Подобные отрывки указывают на качество Стивенсона. Он не был кабинетным рыцарем; в его жилах текла кровь настоящего искателя приключений. Он, Дрейк и бельгийский водитель омнибуса должны были отправиться в Индию вместе. Еще лучше, водитель омнибуса должен был отправиться с Дрейком, а Стивенсон — с Амиасом Ли. Говорят, что Стивенсон путешествовал в поисках здоровья. Без сомнения; но подумайте, как бы он путешествовал, если бы у него было хорошее здоровье. И у человека бывают странные ментальные переживания наедине со звездами. Это происходило от сна в полях, «где Бог держит открытый дом». «Я думал, что заново открыл одну из тех истин, которые открываются дикарям и скрыты от политэкономов».
Как бы он ни наслаждался своим одиночеством, он «осознал странную нехватку»; ибо он был человеком. И он высказал мнение, что «жить на открытом воздухе с женщиной, которую любишь, — это самая полная и свободная из всех жизней». Может быть, и так. Такая женщина должна была бы быть героического физического склада, и есть опасность, что она оказалась бы и мужского склада тоже. Изобель Бернерс была именно такой. Изобель могла орудовать своими сжатыми кулаками, как призовой боксер. Она была великолепна в лесу и никогда не была так идеально на своем месте, как тогда, когда поддерживала Джорджа Борроу в его драке с Пылающим Лудильщиком. Привыкнув постоять за себя, она могла дать дельный совет в критический момент. «Бесполезно махать левой рукой перед Пылающим Лудильщиком, — сказала она, — почему бы тебе не использовать правую?». Изобель называла правую руку Борроу «Длинный Мелфорд». И когда Пылающий Лудильщик получил свой нокаутирующий удар от правой Борроу, Изобель воскликнула: «Ура Длинному Мелфорду; нет ничего лучше Длинного Мелфорда по краткости во всем мире!»
Но каким неловким персонажем была бы мисс Бернерс, перенесенная из лесной чащи в гостиную; более того, как невозможно думать об этой атлетичной молодой богине как о «мисс» Бернерс! Различия и титулы условного общества отказываются прилипать даже к её имени. Интересно, понравилась бы Стивенсону Изобель Бернерс.
А теперь его философия. И все же «философия» кажется слишком громким словом для такой непритязательной теории жизни, как его. Стивенсон не слишком философствовал; он довольствовался тем, что жил и наслаждался. Он был нетороплив и, как правило, не позволял себя подгонять. Он напоминал одну замечательную даму из моих знакомых, которая, когда её убеждали сделать что-то к определенному сроку, обычно отвечала, что «время создано для рабов». У Стивенсона было такое же чувство. Он говорит: «Спешка — это прибежище неверных. Когда человек может доверять своему сердцу и сердцам своих друзей, завтра так же хорошо, как сегодня. А если он умрет тем временем, что ж, тогда он умирает, и вопрос решен».

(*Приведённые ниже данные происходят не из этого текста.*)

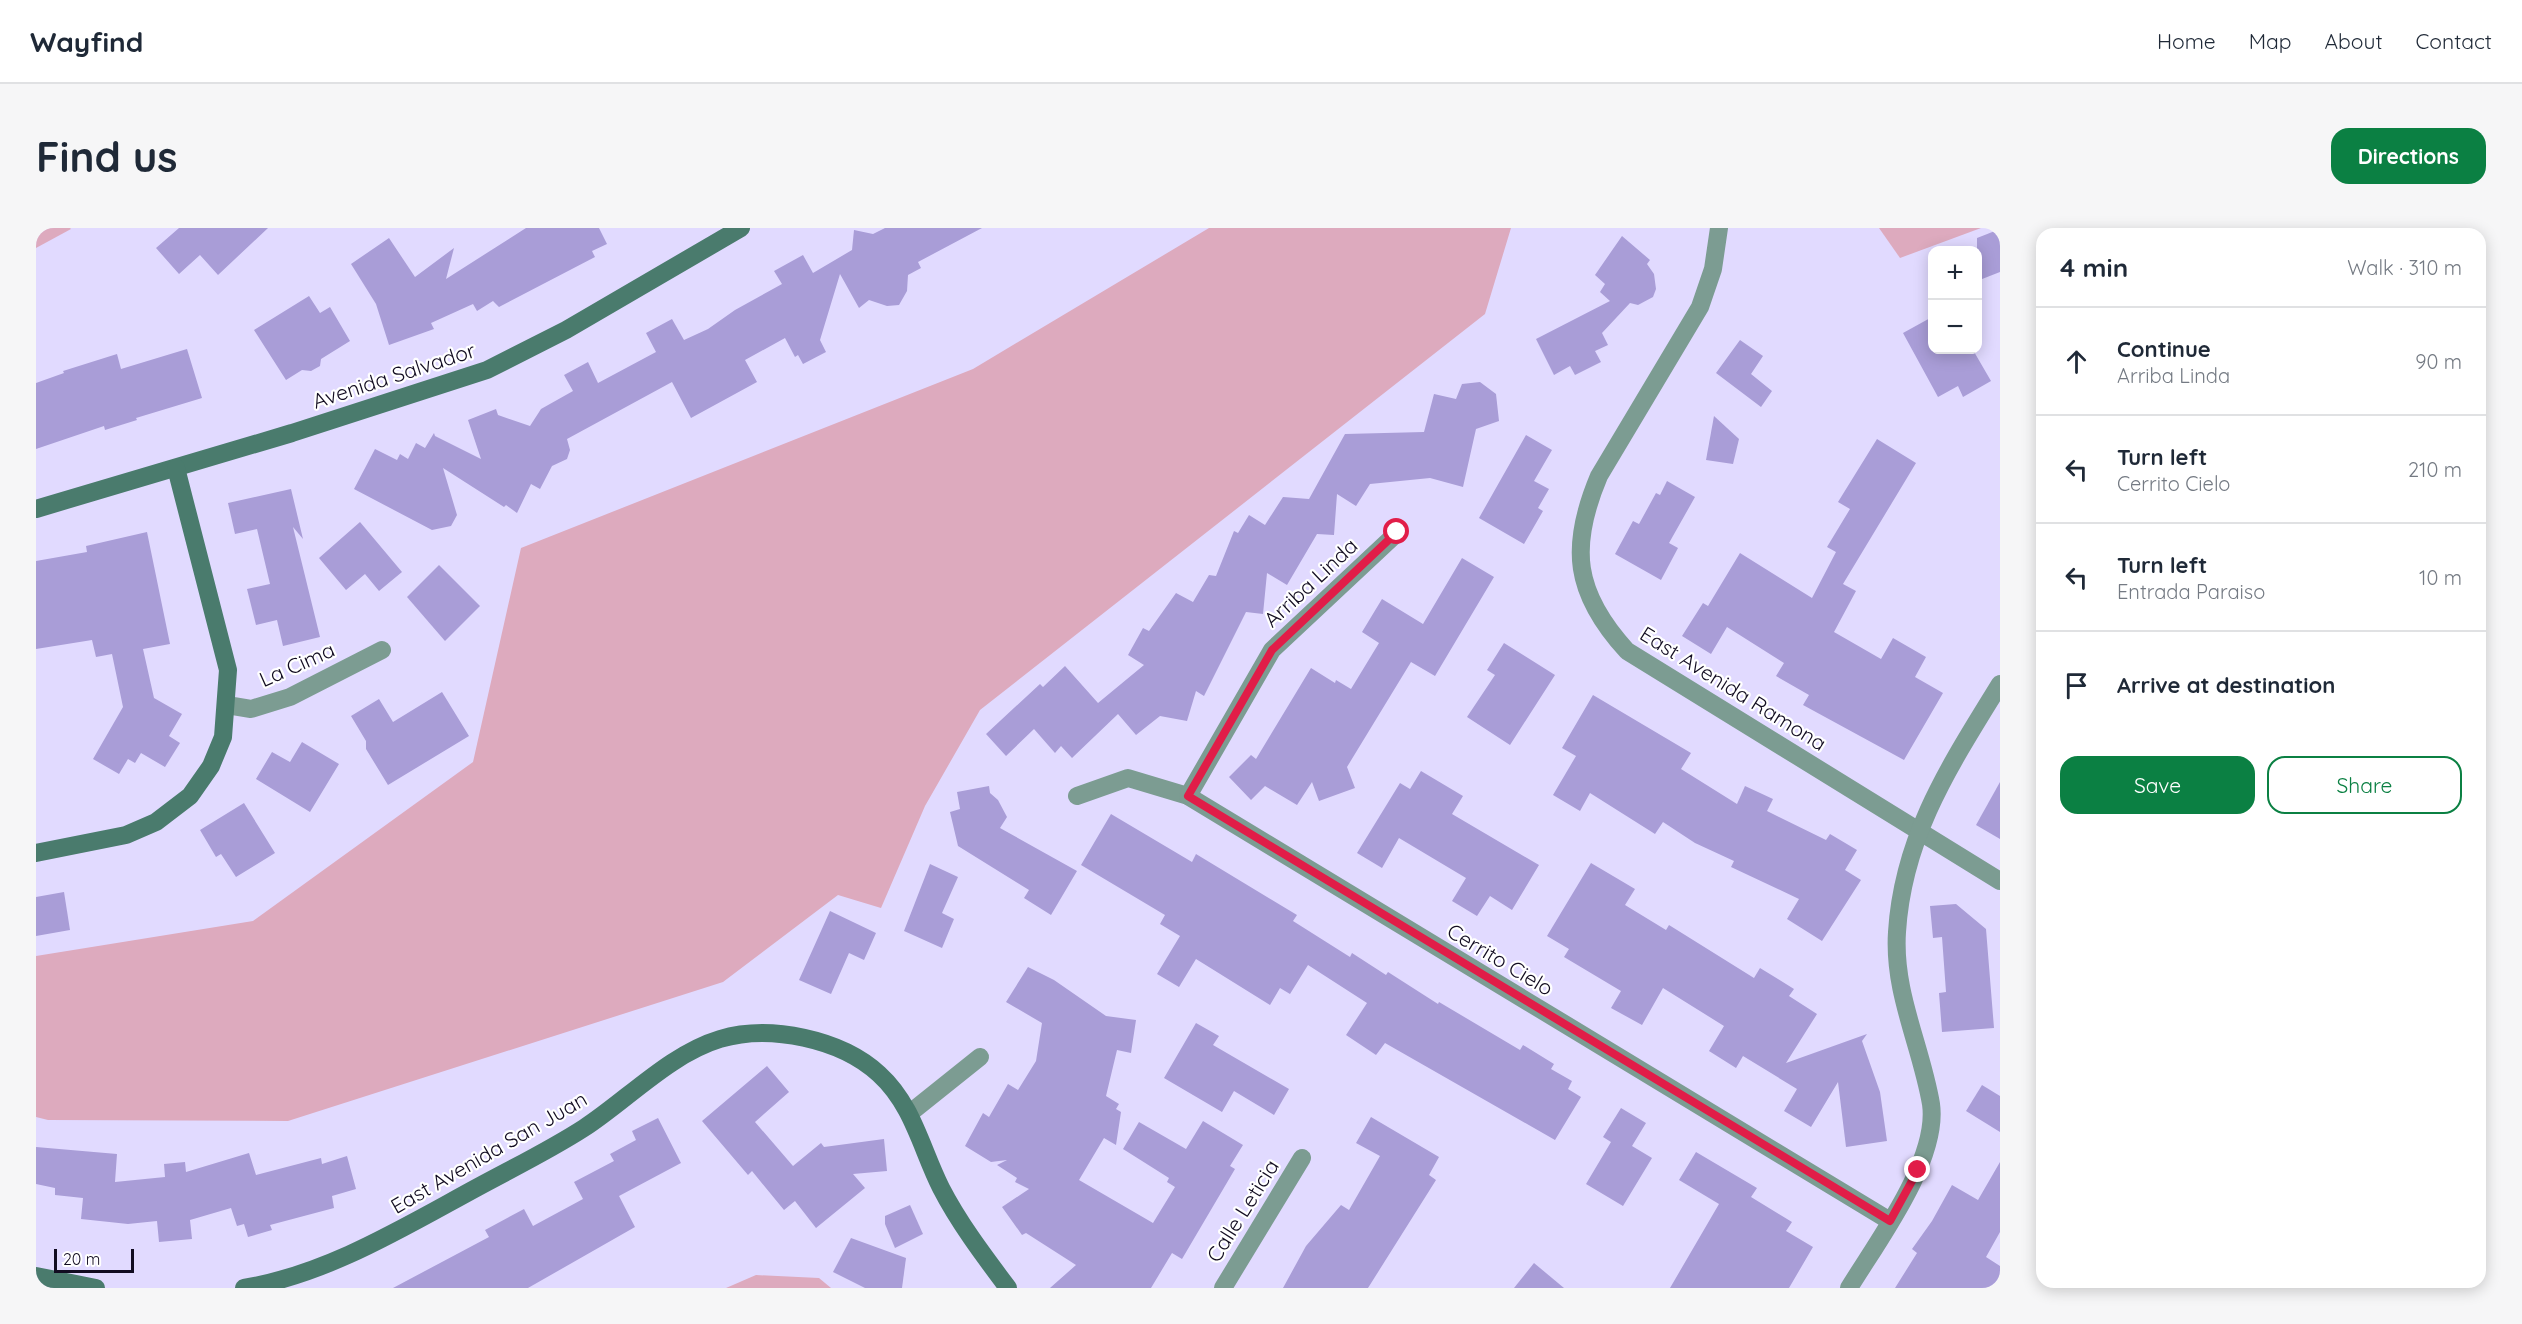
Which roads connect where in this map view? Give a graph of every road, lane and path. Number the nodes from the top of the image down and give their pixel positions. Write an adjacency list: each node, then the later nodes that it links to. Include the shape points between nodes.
1 (741, 228): 3 (street, Avenida Salvador, via 566,330 487,370)
2 (1719, 228): 11 (street, East Avenida Ramona, via 1713,269 1700,307 1599,476 1587,506 1579,552 1585,583 1606,628 1627,651)
3 (176, 468): 4 (street, Avenida Salvador); 8 (street, via 228,670)
4 (36, 509)
5 (1397, 532): 10 (street, Arriba Linda, via 1272,650)
6 (382, 650): 8 (street, La Cima, via 290,697 251,709)
7 (2000, 684): 11 (street, via 1943,777)
8 (227, 705): 12 (street, via 223,737 211,766 190,796 156,822 126,834)
9 (1077, 796): 10 (street, Cerrito Cielo, via 1128,778)
10 (1188, 796): 17 (street, Cerrito Cielo)
11 (1918, 831): 13 (street, East Avenida Ramona); 17 (street, via 1900,903 1898,967 1901,997 1931,1107 1927,1143 1918,1170)
12 (36, 853)
13 (2000, 881)
14 (980, 1057): 15 (street)
15 (910, 1113): 20 (street, East Avenida San Juan, via 879,1074 841,1049 774,1032 720,1038 675,1061 583,1129 376,1243 275,1283); 21 (street, East Avenida San Juan, via 941,1188)
16 (1302, 1158): 22 (street, Calle Leticia)
17 (1890, 1221): 23 (street)
18 (36, 1276): 19 (street)
19 (96, 1288)
20 (244, 1288)
21 (1008, 1288)
22 (1223, 1288)
23 (1849, 1288)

Вы считаете это слабой философией? Но должны существовать самые разные философии; люди в мире не отлиты в одну форму, как свечной воск. И именно из-за этого его учения о бездействии и откладывании дел суровые мужчины и практичные женщины хмурились, глядя на Стивенсона. По их мнению, вместо того чтобы действовать, он посвящал слишком много часов праздности литературы. Они относятся к нему так, как, по мнению Готорна, его предок, великий судья ведьм, отнесся бы к нему самому. Готорн представляет, как этот призрачный и грозный предок смотрит на него сверху вниз и с бесконечным презрением восклицает: «Писатель книжек со сказками. Что это за занятие для бессмертной души?»
Многим людям нет ничего ненавистнее, чем эта готовность держаться в стороне и пустить всё на самотёк. То, что какой-либо человек может смириться с нынешним миропорядком, кажется этим ревностным душам чудовищным. Один индийский критик как-то назвал Стивенсона «суетливым гедонистом». Стивенсон цитирует эту фразу с явным весельем и не пытаясь опровергнуть её точность.
Но если он позволял миру идти своим чередом, то ожидал того же права и для себя. Он не желал ни вмешиваться в чужие дела, ни чтобы вмешивались в его собственные. К тому же он был самым жизнерадостным нонконформистом. Он говорит: «Знать, что ты предпочитаешь, вместо того чтобы смиренно говорить «аминь» тому, что, как внушает тебе мир, ты должен предпочесть, — значит сохранить свою душу живой». Независимость и оптимизм — жизненно важные части его невысказанного кредо. Он ненавидел цинизм и желчность. Он верил в то, что нужно хвалить собственное благополучие. Он считал, что вдохновляет слышать, как человек хвастается, «пока он хвастается тем, что у него действительно есть». Если бы люди только знали это, они хвастались бы «свободнее и изящнее».
Стивенсон с юмором осознавал старомодность своей доктрины счастья и довольства. В предисловии к «Путешествию внутрь страны» он пишет, что, хотя книга «насчитывает значительно больше ста страниц, в ней нет ни единого упоминания о нелепости Божьего мира, ни даже намека на то, что я сам мог бы создать его лучше — право, не знаю, где была моя голова». Но хотя это упущение, как он опасается, сделает его книгу «философски неважной», он надеется, что «эта эксцентричность может понравиться в легкомысленных кругах».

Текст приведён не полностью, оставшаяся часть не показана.